Planet Money investigates how a Peruvian plant-based protein called Terra Flower entered the U.S. food supply without FDA knowledge, poisoned hundreds of people, caused 42 gallbladder removals, and exposed the GRAS loophole that allows companies to self-certify new chemical additives as safe without government review.

Key Questions Answered

  • The GRAS Loophole Scale: 99% of chemicals currently in U.S. food entered through the GRAS (Generally Recognized As Safe) exemption rather than formal FDA review. Over 24 years, roughly 900 new chemicals were added to food; only 10 went through official FDA approval. The loophole, originally designed for common ingredients like sugar and flour, now functionally replaces the law it was meant to supplement.
  • Secret GRAS — Door Three: Beyond the standard GRAS self-certification, companies can use "secret GRAS," where they make no notification to the FDA whatsoever. Terra Flower entered the U.S. food supply this way. Consumers can protect themselves by checking ingredient lists for unfamiliar plant-derived proteins or novel additives, particularly in meal-kit and health-food products marketing high-protein plant ingredients.
  • The "Take-Back" Provision: When a company voluntarily notifies the FDA under GRAS and the FDA raises safety concerns, the company can legally withdraw its notice, halt the review, and still use the ingredient in food anyway.
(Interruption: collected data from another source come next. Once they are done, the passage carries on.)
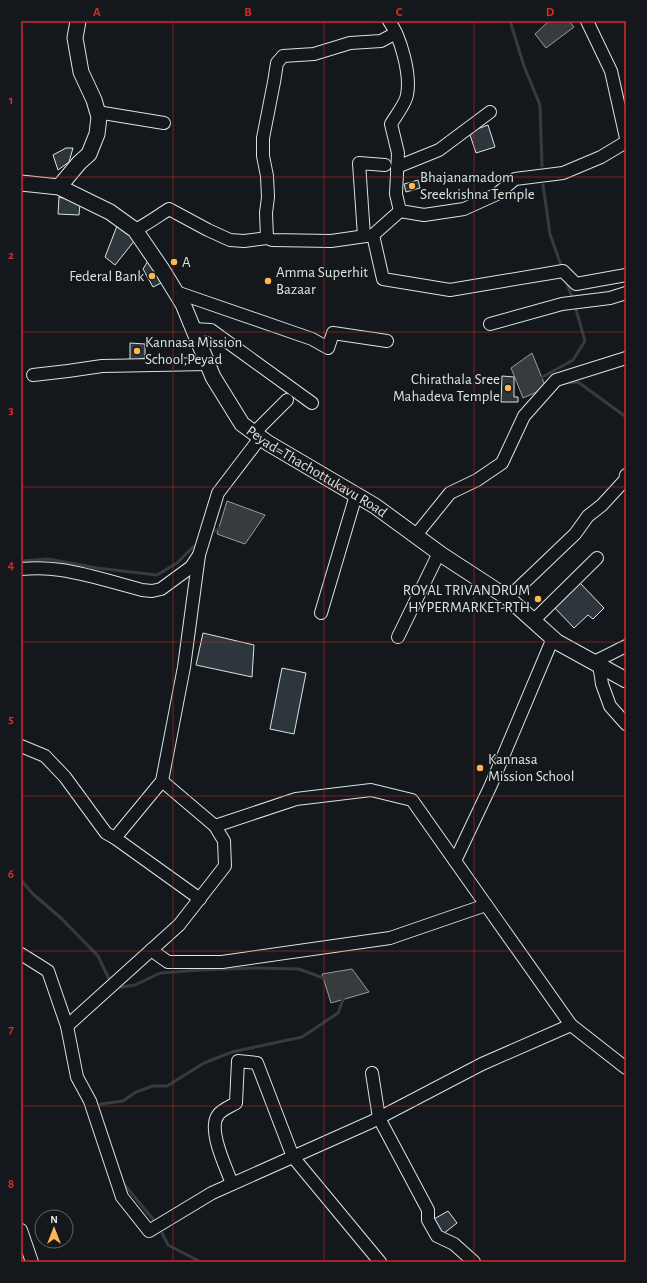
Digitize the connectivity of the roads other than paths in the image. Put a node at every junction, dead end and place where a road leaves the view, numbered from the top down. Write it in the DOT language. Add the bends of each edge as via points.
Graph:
graph roads {
  1 [pos="78,21"];
  2 [pos="389,21"];
  3 [pos="587,21"];
  4 [pos="396,33"];
  5 [pos="98,112"];
  6 [pos="490,112"];
  7 [pos="164,123"];
  8 [pos="626,138"];
  9 [pos="626,142"];
  10 [pos="385,165"];
  11 [pos="398,167"];
  12 [pos="21,183"];
  13 [pos="59,187"];
  14 [pos="400,211"];
  15 [pos="134,230"];
  16 [pos="369,235"];
  17 [pos="271,239"];
  18 [pos="626,275"];
  19 [pos="176,292"];
  20 [pos="626,293"];
  21 [pos="490,324"];
  22 [pos="193,329"];
  23 [pos="387,341"];
  24 [pos="626,358"];
  25 [pos="208,364"];
  26 [pos="33,375"];
  27 [pos="287,400"];
  28 [pos="312,403"];
  29 [pos="257,436"];
  30 [pos="626,475"];
  31 [pos="356,495"];
  32 [pos="416,535"];
  33 [pos="439,553"];
  34 [pos="199,555"];
  35 [pos="597,558"];
  36 [pos="21,569"];
  37 [pos="508,598"];
  38 [pos="320,613"];
  39 [pos="533,621"];
  40 [pos="398,637"];
  41 [pos="553,638"];
  42 [pos="626,646"];
  43 [pos="596,663"];
  44 [pos="626,680"];
  45 [pos="626,724"];
  46 [pos="21,746"];
  47 [pos="162,781"];
  48 [pos="215,826"];
  49 [pos="115,838"];
  50 [pos="455,861"];
  51 [pos="200,899"];
  52 [pos="486,905"];
  53 [pos="151,950"];
  54 [pos="21,954"];
  55 [pos="571,1025"];
  56 [pos="67,1026"];
  57 [pos="626,1068"];
  58 [pos="372,1073"];
  59 [pos="379,1118"];
  60 [pos="293,1157"];
  61 [pos="232,1184"];
  62 [pos="21,1230"];
  63 [pos="32,1262"];
  64 [pos="380,1262"];
  65 [pos="474,1262"];
  1 -- 5 [label="main road" via="75,38 81,72"];
  2 -- 4 [label="street"];
  3 -- 8 [label="street" via="611,71"];
  4 -- 11 [label="street" via="404,51 407,80 407,96 391,124 398,153"];
  4 -- 17 [label="street" via="381,41 350,43 314,54 283,56 277,63 263,138 268,197 266,213"];
  5 -- 7 [label="street"];
  5 -- 13 [label="main road" via="97,134 89,154"];
  6 -- 11 [label="street" via="439,150"];
  9 -- 14 [label="street" via="601,157 563,173 515,179 497,194 464,209 424,215"];
  10 -- 16 [label="street" via="359,163"];
  11 -- 14 [label="street" via="396,194"];
  12 -- 13 [label="main road"];
  13 -- 15 [label="main road, Peyad=Thachottukavu Road" via="110,212"];
  14 -- 16 [label="street"];
  15 -- 17 [label="street" via="170,209 230,240"];
  15 -- 19 [label="main road, Peyad=Thachottukavu Road"];
  16 -- 17 [label="street" via="331,241"];
  16 -- 18 [label="street" via="383,279 450,290 563,271 576,284"];
  19 -- 22 [label="main road, Peyad=Thachottukavu Road"];
  19 -- 23 [label="street" via="328,348 333,333"];
  20 -- 21 [label="street" via="567,304"];
  22 -- 25 [label="main road, Peyad=Thachottukavu Road"];
  22 -- 28 [label="street" via="211,330"];
  24 -- 32 [label="street" via="556,380 524,416 502,463 477,480 450,493"];
  25 -- 26 [label="street" via="102,366"];
  25 -- 29 [label="main road, Peyad=Thachottukavu Road" via="213,377 242,424"];
  27 -- 29 [label="street"];
  29 -- 31 [label="main road, Peyad=Thachottukavu Road"];
  29 -- 34 [label="street" via="218,493"];
  30 -- 37 [label="street" via="625,480 588,516 576,534"];
  31 -- 32 [label="main road, Peyad=Thachottukavu Road"];
  31 -- 38 [label="street"];
  32 -- 33 [label="main road, Peyad=Thachottukavu Road"];
  33 -- 37 [label="main road, Peyad=Thachottukavu Road"];
  33 -- 40 [label="street"];
  34 -- 36 [label="street" via="191,567 170,584 152,591 62,570"];
  34 -- 47 [label="street" via="184,667"];
  35 -- 39 [label="street"];
  37 -- 39 [label="main road, Peyad=Thachottukavu Road"];
  39 -- 41 [label="main road, Peyad=Thachottukavu Road"];
  41 -- 43 [label="main road, Peyad=Thachottukavu Road"];
  41 -- 50 [label="street" via="491,785"];
  42 -- 43 [label="street"];
  43 -- 44 [label="main road, Peyad=Thachottukavu Road"];
  43 -- 45 [label="street" via="610,706"];
  46 -- 49 [label="street" via="45,756 65,778 106,833"];
  47 -- 48 [label="street"];
  47 -- 49 [label="street"];
  48 -- 50 [label="street" via="296,798 371,790 412,800"];
  48 -- 51 [label="street" via="224,841 226,866"];
  49 -- 51 [label="street"];
  50 -- 52 [label="street"];
  51 -- 53 [label="street" via="179,925"];
  52 -- 53 [label="street" via="390,938 222,962 168,962"];
  52 -- 55 [label="street"];
  53 -- 56 [label="street"];
  54 -- 56 [label="street" via="48,971"];
  55 -- 57 [label="street"];
  55 -- 59 [label="street" via="482,1064"];
  56 -- 61 [label="street" via="77,1077 90,1101 122,1197 149,1230"];
  58 -- 59 [label="street"];
  59 -- 60 [label="street"];
  59 -- 65 [label="street" via="428,1210 428,1220 437,1236 454,1244"];
  60 -- 61 [label="street"];
  60 -- 61 [label="street" via="257,1063 238,1061 236,1103 218,1115 214,1127"];
  60 -- 64 [label="street"];
  62 -- 63 [label="street"];
}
This means FDA concern alone carries no enforcement power — companies face zero legal obligation to address flagged safety questions before putting additives on shelves.
  • Private Litigation Fills the Regulatory Gap: Food safety attorney Bill Marler recovered $32 million across 450 Terra Flower victims because lawsuits grant subpoena power, sworn depositions, and document production under perjury penalties — tools the FDA lacks without a formal enforcement action. Consumers harmed by novel food additives should document product lot numbers, retain packaging, and seek legal counsel, as litigation currently outpaces regulatory accountability.
  • Long-Lag Additives Pose Greater Risk: Immediate-reaction cases like Terra Flower are traceable. The harder problem involves additives with chronic, delayed effects — partially hydrogenated oils were GRAS-approved for decades before the FDA revoked their status, estimating removal could prevent thousands of annual heart attacks. Consumers reducing processed food exposure across multiple product categories lower cumulative additive intake and reduce long-term chronic risk.

Notable Moment

After 42 people lost gallbladders and hundreds were hospitalized, none of the companies involved — the Peruvian manufacturer, the U.S. importer, or the meal-kit brand — received government fines or public penalties. The only financial consequence came through private lawsuits, not regulatory action.